Limited new supply and low inventories are likely to outweigh weak demand in the downstream resins market
The tight supply that has been omnipresent in Asia’s styrene monomer (SM) market since the second half of 2013 looks likely to extend into the first half of 2014 because of plant turnarounds, market players said.
Copyright: Rex Features
The dearth of deep-sea lots from the US in the third quarter of this year further curbed the inventory levels in China. The poor economic conditions in the US and the eurozone had reduced demand for Asia-made goods, leading to weak performance in the downstream styrenic resins sector, which subsequently weakened demand for SM. There were also some SM plant outages in the US, which reduced the number of exports to Asia. Consequently, SM prices stayed above $1,750/tonne CFR (cost & freight) China from mid-July to early October.
While inventories rose to around 50,000 tonnes in late November and December amid the year-end lull, market players deemed it to be still below the more normal levels of 60,000-70,000 tonnes. As a result, a number of market players expect supply in Asia to remain constrained, given the turnarounds planned for several regional plants from February to April 2014.
At the same time, there are limited SM plant expansions or new facilities scheduled to come on stream in Asia in 2014, with most projects starting up in the 2015-2017 timeframe.
On the other hand, several downstream plants have started up in 2013, with several more planned for 2014. Demand for SM could consequently increase, when more downstream units go on line as planned, further exacerbating the tight supply in Asia in 2014.
Although demand from the styrenic resins sector is expected to stay weak in the first quarter on the back of the weak global economic outlook, SM traders and suppliers expect the tight supply to sustain prices.
Because of this expected tightness in supply, the contracts for 2014 were negotiated at a premium of around $5/tonne over CFR China prices.
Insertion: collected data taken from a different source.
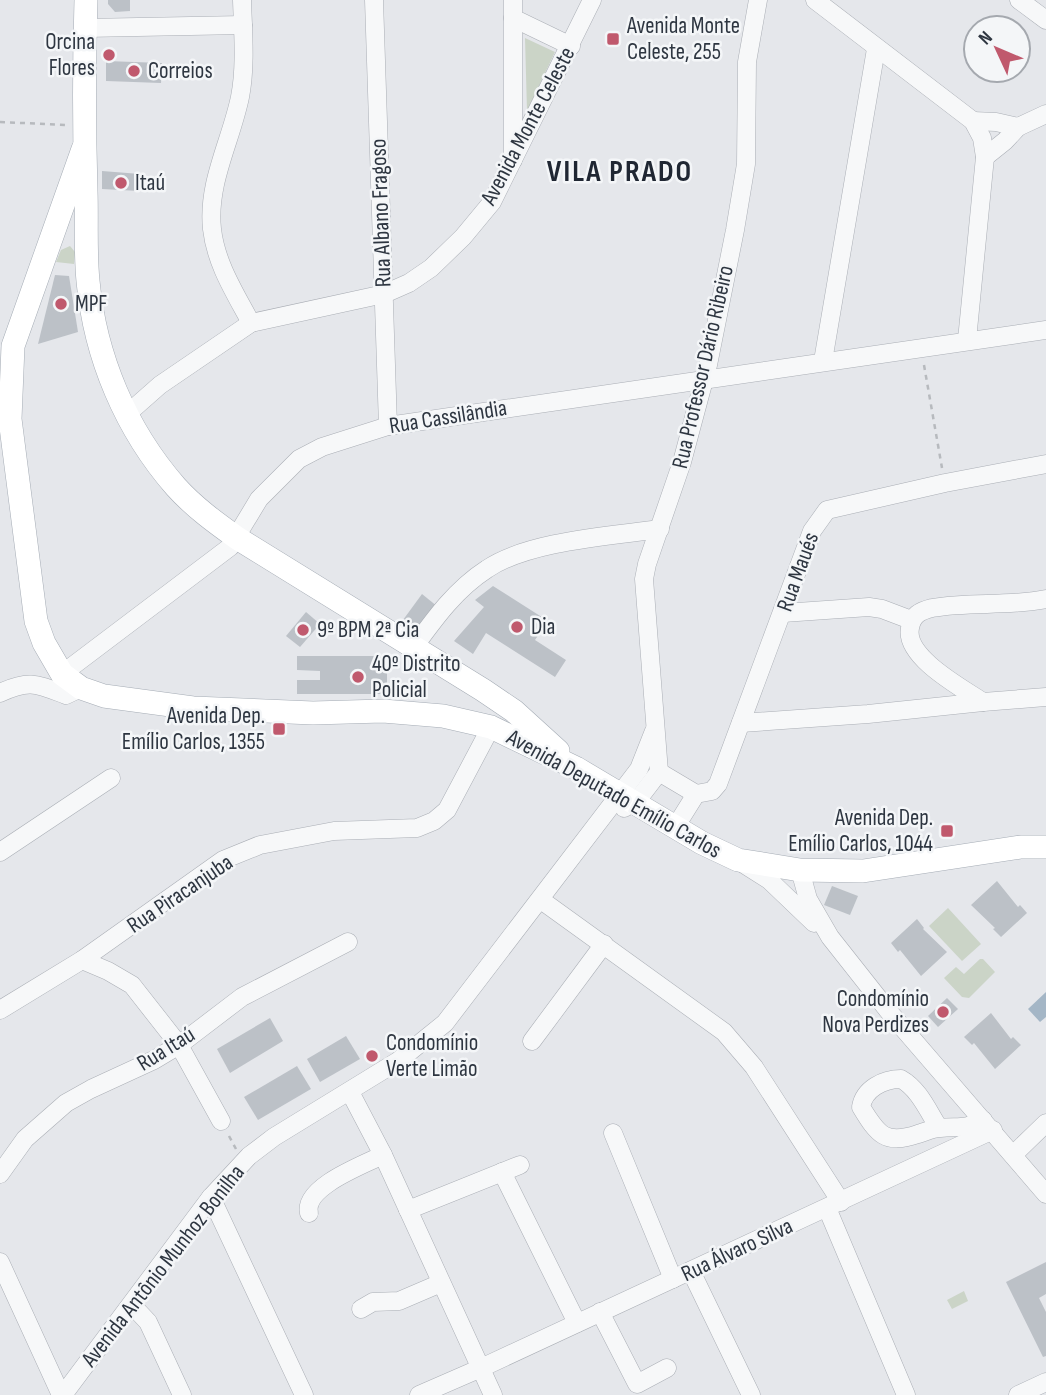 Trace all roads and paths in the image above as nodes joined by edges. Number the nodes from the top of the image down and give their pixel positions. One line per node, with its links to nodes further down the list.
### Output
1 (86, 0): 11 (main road)
2 (242, 0): 10 (street)
3 (374, 0): 24 (street, Rua Albano Fragoso)
4 (592, 0): 12 (street, Avenida Monte Celeste)
5 (758, 0): 30 (street, Rua Professor Dário Ribeiro)
6 (815, 0): 13 (street)
7 (1019, 0): 9 (street)
8 (513, 9): 12 (street); 21 (street)
9 (1046, 20)
10 (243, 25): 11 (street); 25 (street)
11 (85, 28): 17 (main road)
12 (571, 46): 21 (street, Avenida Monte Celeste)
13 (876, 49): 16 (street); 29 (street)
14 (1046, 114): 18 (street)
15 (0, 121): 17 (path)
16 (973, 121): 18 (street); 20 (street)
17 (84, 125): 19 (main road)
18 (1018, 127): 20 (street)
19 (83, 149): 22 (main road); 23 (main road)
20 (985, 157): 27 (street)
21 (513, 163): 24 (street, Avenida Monte Celeste)
22 (55, 228): 23 (main road); 32 (main road)
23 (87, 231): 31 (main road)
24 (384, 295): 25 (street, Avenida Monte Celeste); 33 (street, Rua Albano Fragoso)
25 (251, 323): 31 (street, Avenida Monte Celeste)
26 (1046, 330): 27 (street, Rua Cassilândia)
27 (967, 340): 28 (street, Rua Cassilândia)
28 (921, 348): 29 (street, Rua Cassilândia); 35 (path)
29 (823, 361): 30 (street, Rua Cassilândia)
30 (703, 379): 33 (street, Rua Cassilândia); 36 (street, Rua Professor Dário Ribeiro)
31 (127, 415): 37 (main road)
32 (5, 417): 42 (main road)
33 (388, 426): 37 (street, Rua Cassilândia)
34 (1046, 464): 35 (street, Rua Maués)
35 (945, 484): 39 (street, Rua Maués)
36 (660, 529): 41 (street); 50 (street, Rua Professor Dário Ribeiro)
37 (237, 538): 41 (main road); 42 (street, Rua Cassilândia)
38 (1046, 599): 40 (street)
39 (783, 613): 40 (street); 48 (street, Rua Maués)
40 (911, 620): 46 (street)
41 (414, 647): 43 (main road)
42 (71, 681): 44 (street); 47 (main road, Avenida Deputado Emílio Carlos)
43 (469, 681): 47 (main road); 51 (main road)
44 (0, 693)
45 (1046, 697): 46 (street)
46 (983, 702): 48 (street)
47 (453, 719): 49 (main road, Avenida Deputado Emílio Carlos)
48 (741, 723): 54 (street, Rua Maués)
49 (491, 727): 51 (main road, Avenida Deputado Emílio Carlos); 65 (street, Rua Piracanjuba)
50 (654, 731): 52 (street, Rua Professor Dário Ribeiro); 55 (street, Rua Professor Dário Ribeiro)
51 (576, 768): 55 (main road, Avenida Deputado Emílio Carlos)
52 (659, 772): 54 (street); 55 (street)
53 (111, 778): 58 (street)
54 (696, 794): 56 (street, Rua Maués)
55 (628, 797): 56 (main road, Avenida Deputado Emílio Carlos); 61 (street, Avenida Antônio Munhoz Bonilha)
56 (676, 826): 59 (main road, Avenida Deputado Emílio Carlos)
57 (1046, 847): 60 (main road, Avenida Deputado Emílio Carlos)
58 (0, 852)
59 (738, 860): 60 (main road, Avenida Deputado Emílio Carlos); 62 (street)
60 (800, 870): 62 (street)
61 (541, 900): 64 (street); 69 (street, Avenida Antônio Munhoz Bonilha)
62 (830, 937): 72 (street)
63 (348, 942): 68 (street, Rua Itaú)
64 (604, 944): 67 (street); 83 (street)
65 (82, 960): 66 (street, Rua Piracanjuba); 68 (street)
66 (2, 1003)
67 (532, 1041)
68 (179, 1045): 70 (street); 80 (street, Rua Itaú)
69 (350, 1092): 75 (street); 77 (street, Avenida Antônio Munhoz Bonilha)
70 (221, 1121): 77 (path)
71 (1046, 1124): 76 (street)
72 (988, 1125): 73 (street); 76 (street); 83 (street, Rua Álvaro Silva)
73 (939, 1128)
74 (613, 1133): 88 (street)
75 (383, 1155): 84 (street); 85 (street)
76 (1013, 1155): 81 (street)
77 (243, 1162): 82 (street, Avenida Antônio Munhoz Bonilha)
78 (520, 1165): 79 (street)
79 (502, 1172): 84 (street); 93 (street)
80 (0, 1174)
81 (1046, 1194)
82 (211, 1197): 90 (street, Avenida Antônio Munhoz Bonilha); 99 (street)
83 (834, 1205): 87 (street, Rua Álvaro Silva); 103 (street)
84 (408, 1210): 89 (street)
85 (309, 1213)
86 (0, 1262): 97 (street)
87 (691, 1271): 88 (street, Rua Álvaro Silva); 102 (street)
88 (673, 1279): 92 (street, Rua Álvaro Silva)
89 (441, 1283): 91 (street); 94 (street)
90 (132, 1305): 97 (street, Avenida Antônio Munhoz Bonilha); 98 (street)
91 (361, 1308)
92 (600, 1312): 93 (street, Rua Álvaro Silva); 95 (street)
93 (577, 1323): 94 (street, Rua Álvaro Silva)
94 (481, 1368): 100 (street, Rua Álvaro Silva); 101 (street)
95 (667, 1368)
96 (1046, 1382): 104 (street)
97 (62, 1395)
98 (182, 1395)
99 (304, 1395)
100 (419, 1395)
101 (494, 1395)
102 (751, 1395)
103 (906, 1395)
104 (1018, 1395)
Contracts in 2013 were mostly settled at a $2/tonne discount to a $4/tonne premium over CFR China values, depending on the suppliers, buyers as well as volume and terms.
While some suppliers seemed to have fixed some of their 2014 contract volumes at the $5/tonne premium, some buyers said term business is still being negotiated.
“The $5/tonne premium is a proposal and [trade] has not been fixed so far,” said a SM buyer based in northeast Asia.
Contracts aside, buyers remained largely focused on the margins they can make for resins next year. Most styrenic resins producers who buy SM are targeting a spread of $100-140/tonne (€74-104/tonne) for polystyrene (PS), $140-200/tonne for high impact polystyrene (HIPS), $150-180/tonne for expandable polystyrene (EPS) and $200-300/tonne for acrylonitrile-butadiene-styrene (ABS).
“Being able to achieve a reasonable spread over SM prices and adequate demand is more important than several dollars of savings in the SM contract [deals],” a northeast Asian resin producer said.
SM is a liquid chemical used to make plastic resins like PS, EPS and ABS as well as synthetic rubbers including styrene-butadiene-rubber (SBR) and styrene-butadiene-latex (SBL).